Policymakers raised their inflation forecasts and indicated they stand ready to tighten policy if price pressures intensify.
This prompted markets to price in at least two interest rate hikes this year, driving a strong rally in the Pound.
Sterling later pared some gains amid concerns about the potential economic impact of higher borrowing costs and inflation, but still ended the period higher overall.
Meanwhile, the Canadian Dollar (CAD) struggled amid volatile oil prices.
The ‘Loonie’ came under early pressure as crude prices dipped and Canadian inflation data undershot expectations.
CAD later found some support as oil prices rebounded midweek.
However, this was offset by the Bank of Canada’s policy stance, with policymakers highlighting risks to growth stemming from higher energy costs.
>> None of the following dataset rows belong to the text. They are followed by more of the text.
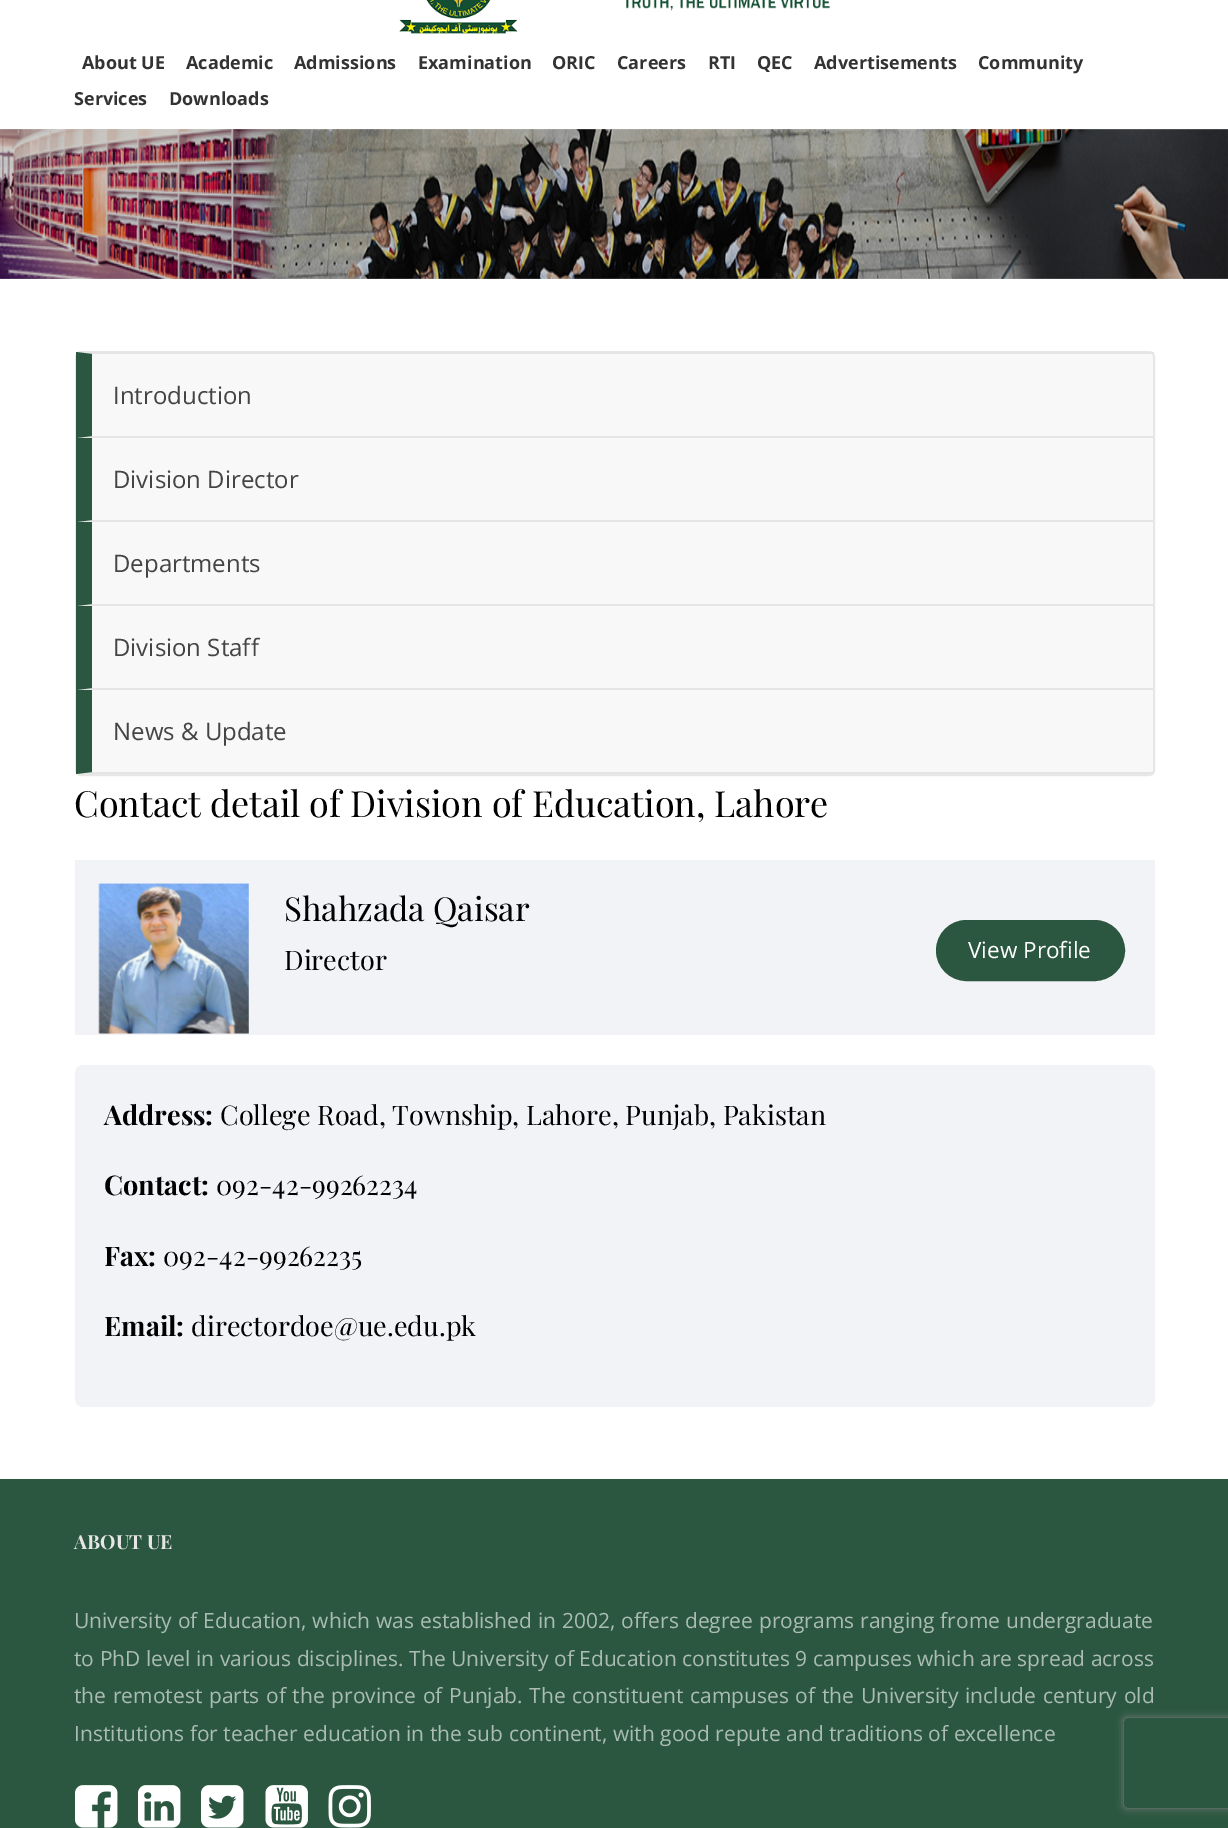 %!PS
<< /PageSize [1228 1828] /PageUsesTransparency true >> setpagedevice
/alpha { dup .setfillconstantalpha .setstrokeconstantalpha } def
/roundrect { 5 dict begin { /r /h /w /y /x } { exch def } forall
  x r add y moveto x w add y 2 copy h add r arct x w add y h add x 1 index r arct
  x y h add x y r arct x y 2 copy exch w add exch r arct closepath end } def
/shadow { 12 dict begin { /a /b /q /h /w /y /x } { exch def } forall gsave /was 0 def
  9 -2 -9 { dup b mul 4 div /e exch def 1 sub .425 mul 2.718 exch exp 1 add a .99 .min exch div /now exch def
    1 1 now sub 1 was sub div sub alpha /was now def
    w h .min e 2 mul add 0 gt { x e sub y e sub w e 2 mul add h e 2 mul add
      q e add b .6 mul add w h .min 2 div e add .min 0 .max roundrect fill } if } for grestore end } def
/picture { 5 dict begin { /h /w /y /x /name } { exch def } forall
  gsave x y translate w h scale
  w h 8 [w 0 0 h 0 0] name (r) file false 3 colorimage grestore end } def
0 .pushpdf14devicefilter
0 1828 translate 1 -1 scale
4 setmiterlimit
1 setgray
0 0 1228 1828 rectfill
(img1.rgb) 399 0 432 34 picture
/OpenSans-Bold [18 0 0 -18 0 0] selectfont
0.2 setgray
82 69 moveto (About UE) show
186 69 moveto (Academic) show
294 69 moveto (Admissions) show
418 69 moveto (Examination) show
552 69 moveto (ORIC) show
617 69 moveto (Careers) show
708 69 moveto (RTI) show
757 69 moveto (QEC) show
814 69 moveto (Advertisements) show
978 69 moveto (Community) show
74 105 moveto (Services) show
169 105 moveto (Downloads) show
(img2.rgb) 0 129 1228 150 picture
0.973 setgray
76 352 1078 423 5 roundrect gsave fill grestore
0.906 setgray
2 setlinewidth
stroke
0.898 setgray
newpath 76 352 moveto 1154 352 lineto 1154 354 lineto 92 354 lineto closepath fill
newpath 1154 438 moveto 76 438 lineto 92 436 lineto 1154 436 lineto closepath fill
0.169 0.341 0.251 setrgbcolor
newpath 76 438 moveto 76 352 lineto 92 354 lineto 92 436 lineto closepath fill
/OpenSans-Regular [24 0 0 -24 0 0] selectfont
0.267 setgray
113 404 moveto (Introduction) show
0.898 setgray
newpath 1154 522 moveto 76 522 lineto 92 520 lineto 1154 520 lineto closepath fill
0.169 0.341 0.251 setrgbcolor
newpath 76 522 moveto 76 438 lineto 92 438 lineto 92 520 lineto closepath fill
0.267 setgray
113 488 moveto (Division Director) show
0.898 setgray
newpath 1154 606 moveto 76 606 lineto 92 604 lineto 1154 604 lineto closepath fill
0.169 0.341 0.251 setrgbcolor
newpath 76 606 moveto 76 522 lineto 92 522 lineto 92 604 lineto closepath fill
0.267 setgray
113 572 moveto (Departments) show
0.898 setgray
newpath 1154 690 moveto 76 690 lineto 92 688 lineto 1154 688 lineto closepath fill
0.169 0.341 0.251 setrgbcolor
newpath 76 690 moveto 76 606 lineto 92 606 lineto 92 688 lineto closepath fill
0.267 setgray
113 656 moveto (Division Staff) show
0.898 setgray
newpath 1154 774 moveto 76 774 lineto 92 772 lineto 1154 772 lineto closepath fill
0.169 0.341 0.251 setrgbcolor
newpath 76 774 moveto 76 690 lineto 92 690 lineto 92 772 lineto closepath fill
0.267 setgray
113 740 moveto (News & Update) show
/PlayfairDisplay-Regular [36 0 0 -36 0 0] selectfont
0 setgray
74 817 moveto (Contact detail of Division of Education, Lahore) show
0.949 0.953 0.969 setrgbcolor
75 860 1080 175 rectfill
(img3.rgb) 98 883 151 151 picture
/PlayfairDisplay-Regular [33 0 0 -33 0 0] selectfont
0 setgray
284 921 moveto (Shahzada Qaisar) show
/PlayfairDisplay-Regular [27 0 0 -27 0 0] selectfont
284 970 moveto (Director) show
0.169 0.341 0.251 setrgbcolor
937.5 921.5 186 58 29 roundrect gsave fill grestore
3 setlinewidth
stroke
/OpenSans-Regular [22.5 0 0 -22.5 0 0] selectfont
1 setgray
968 958 moveto (View Profile) show
0.949 0.953 0.969 setrgbcolor
75 1065 1080 342 8 roundrect fill
/PlayfairDisplay-Bold [27 0 0 -27 0 0] selectfont
0 setgray
104 1125 moveto (Address:) show
/PlayfairDisplay-Regular [27 0 0 -27 0 0] selectfont
220 1125 moveto (College Road, Township, Lahore, Punjab, Pakistan) show
/PlayfairDisplay-Bold [27 0 0 -27 0 0] selectfont
104 1195 moveto (Contact:) show
/PlayfairDisplay-Regular [27 0 0 -27 0 0] selectfont
216 1195 moveto (092-42-99262234) show
/PlayfairDisplay-Bold [27 0 0 -27 0 0] selectfont
104 1266 moveto (Fax:) show
/PlayfairDisplay-Regular [27 0 0 -27 0 0] selectfont
163 1266 moveto (092-42-99262235) show
/PlayfairDisplay-Bold [27 0 0 -27 0 0] selectfont
104 1336 moveto (Email:) show
/PlayfairDisplay-Regular [27 0 0 -27 0 0] selectfont
191 1336 moveto (directordoe@ue.edu.pk) show
0.169 0.341 0.251 setrgbcolor
0 1479 1228 349 rectfill
/PlayfairDisplay-Bold [19.5 0 0 -19.5 0 0] selectfont
0.902 setgray
74 1549 moveto (ABOUT UE) show
/OpenSans-Regular [21 0 0 -21 0 0] selectfont
0.667 0.737 0.702 setrgbcolor
74 1628 moveto 0.6 0 32 (University of Education, which was established in 2002, offers degree programs ranging frome undergraduate) widthshow
74 1666 moveto (to PhD level in various disciplines. The University of Education constitutes 9 campuses which are spread across) show
74 1703 moveto 1.25 0 32 (the remotest parts of the province of Punjab. The constituent campuses of the University include century old) widthshow
74 1741 moveto (Institutions for teacher education in the sub continent, with good repute and traditions of excellence) show
(img4.rgb) 75 1785 43 43 picture
(img5.rgb) 138 1785 43 43 picture
(img6.rgb) 201 1785 43 43 picture
(img7.rgb) 265 1785 43 43 picture
(img8.rgb) 328 1785 43 43 picture
gsave
newpath 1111 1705 moveto 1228 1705 lineto 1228 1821 lineto 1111 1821 lineto closepath 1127 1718 moveto 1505 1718 lineto 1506.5 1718 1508 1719.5 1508 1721 curveto 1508 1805 lineto 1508 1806.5 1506.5 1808 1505 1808 curveto 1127 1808 lineto 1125.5 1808 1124 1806.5 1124 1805 curveto 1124 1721 lineto 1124 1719.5 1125.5 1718 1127 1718 curveto closepath eoclip newpath
0.502 setgray
1124 1718 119 90 3 4 1 shadow
grestore
.poppdf14devicefilter showpage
Renewed volatility in oil markets left the Canadian Dollar vulnerable, particularly as Sterling strengthened on the back of BoE expectations.
Near-Term GBP/CAD Forecast: Data and Oil Prices in Focus
Looking ahead, UK economic data will be a key driver for the Pound.
Preliminary PMI figures may signal a slowdown in activity, which could weigh on Sterling.
Inflation and retail sales data will also be closely watched, although their impact may be tempered by recent energy price developments.
For the Canadian Dollar, oil price movements are likely to remain the dominant influence.
Any easing in geopolitical tensions could push crude prices lower and weigh on CAD.
Conversely, further disruptions to energy supply could support the ‘Loonie’ and inject volatility into GBP/CAD.